Task brief ::
Could you return the data that follows exactly, minus the images?

Data for the task ::

***

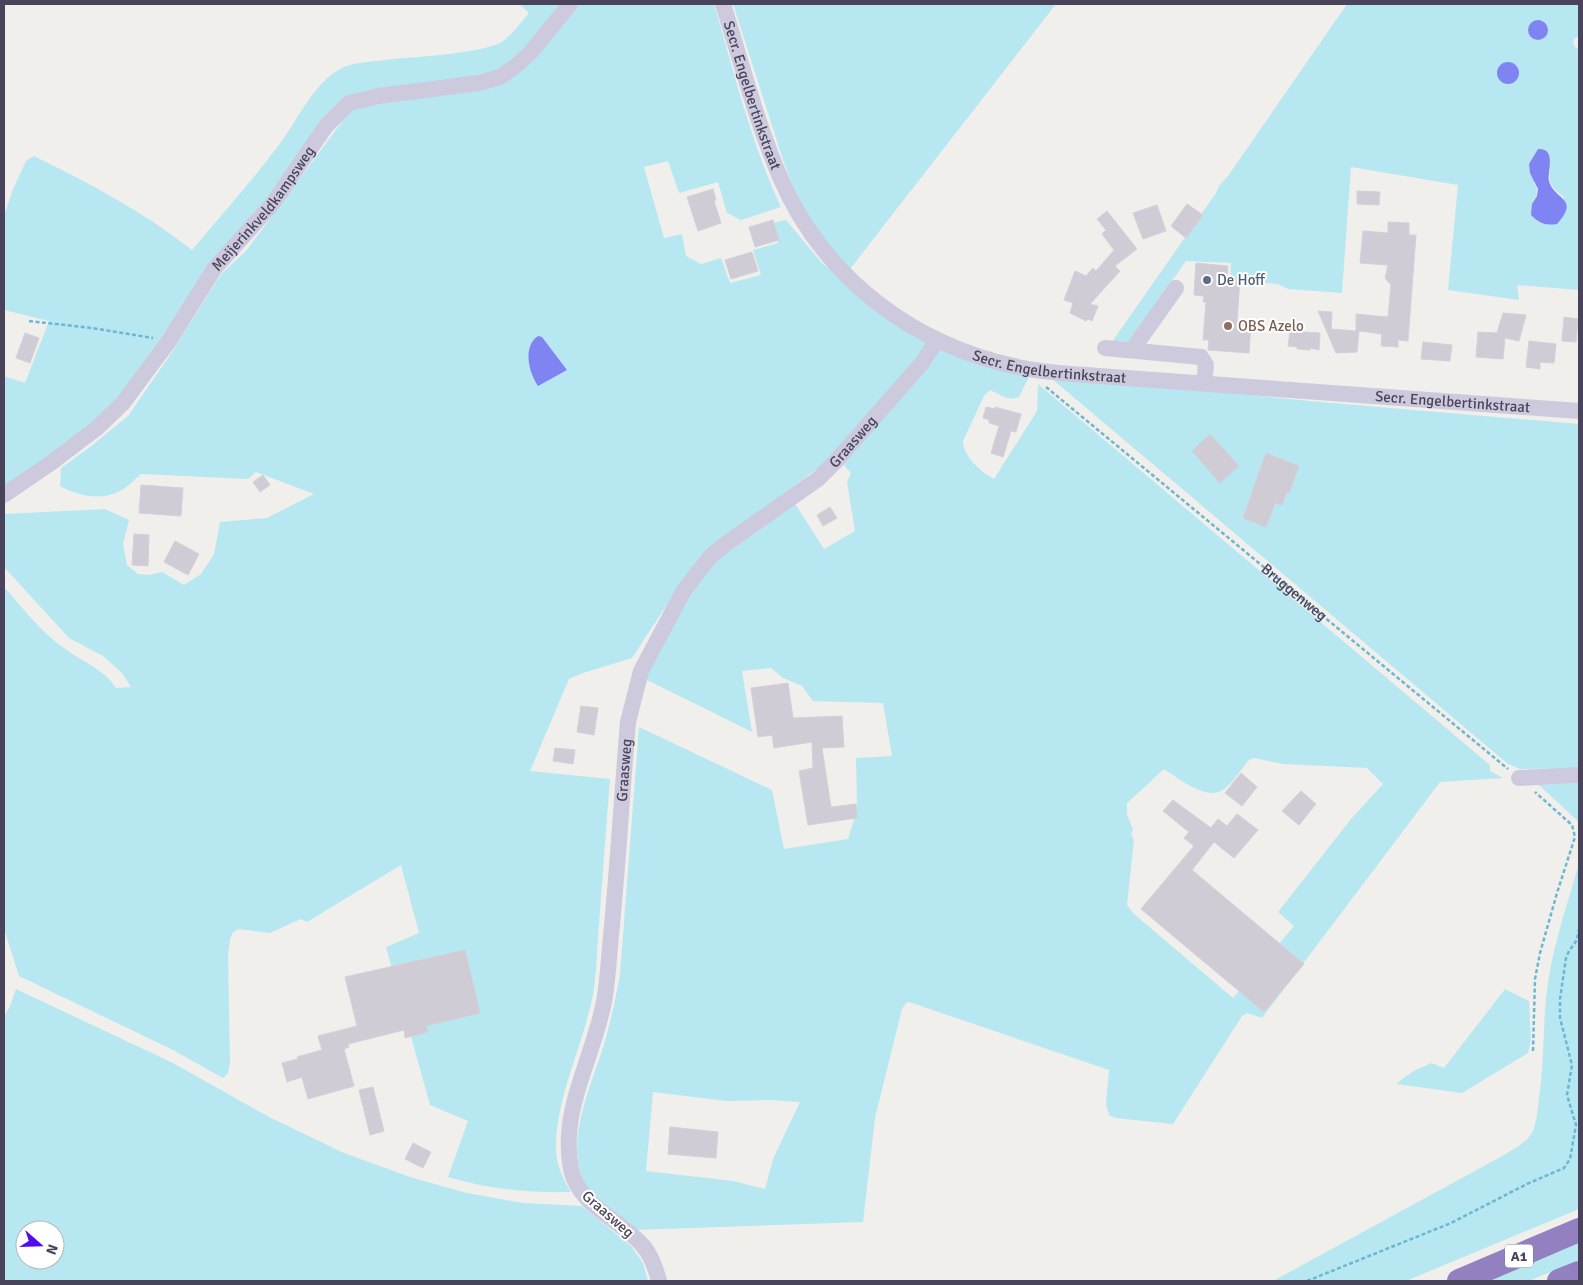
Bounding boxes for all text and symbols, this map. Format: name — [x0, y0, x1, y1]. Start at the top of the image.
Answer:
street label: Secr. Engelbertinkstraat — [720, 19, 785, 172]
street label: Meijerinkveldkampsweg — [208, 142, 319, 275]
place label: De Hoff — [1217, 271, 1266, 289]
marker: De Hoff — [1201, 274, 1213, 286]
place label: OBS Azelo — [1238, 317, 1304, 335]
marker: OBS Azelo — [1222, 320, 1234, 332]
street label: Secr. Engelbertinkstraat — [970, 346, 1127, 387]
street label: Secr. Engelbertinkstraat — [1375, 387, 1531, 416]
street label: Graasweg — [825, 412, 880, 472]
street label: Bruggenweg — [1258, 560, 1331, 625]
street label: Graasweg — [613, 738, 636, 802]
street label: Graasweg — [578, 1187, 638, 1241]
north arrow — [15, 1220, 65, 1270]
text: N — [42, 1242, 61, 1257]
road number: A1 — [1505, 1244, 1533, 1268]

***

Task response ::
Bounding boxes for all text and symbols, this map. Format: name — [x0, y0, x1, y1]. Start at the top of the image.
Answer:
street label: Secr. Engelbertinkstraat — [720, 19, 785, 172]
street label: Meijerinkveldkampsweg — [208, 142, 319, 275]
place label: De Hoff — [1217, 271, 1266, 289]
marker: De Hoff — [1201, 274, 1213, 286]
place label: OBS Azelo — [1238, 317, 1304, 335]
marker: OBS Azelo — [1222, 320, 1234, 332]
street label: Secr. Engelbertinkstraat — [970, 346, 1127, 387]
street label: Secr. Engelbertinkstraat — [1375, 387, 1531, 416]
street label: Graasweg — [825, 412, 880, 472]
street label: Bruggenweg — [1258, 560, 1331, 625]
street label: Graasweg — [613, 738, 636, 802]
street label: Graasweg — [578, 1187, 638, 1241]
north arrow — [15, 1220, 65, 1270]
text: N — [42, 1242, 61, 1257]
road number: A1 — [1505, 1244, 1533, 1268]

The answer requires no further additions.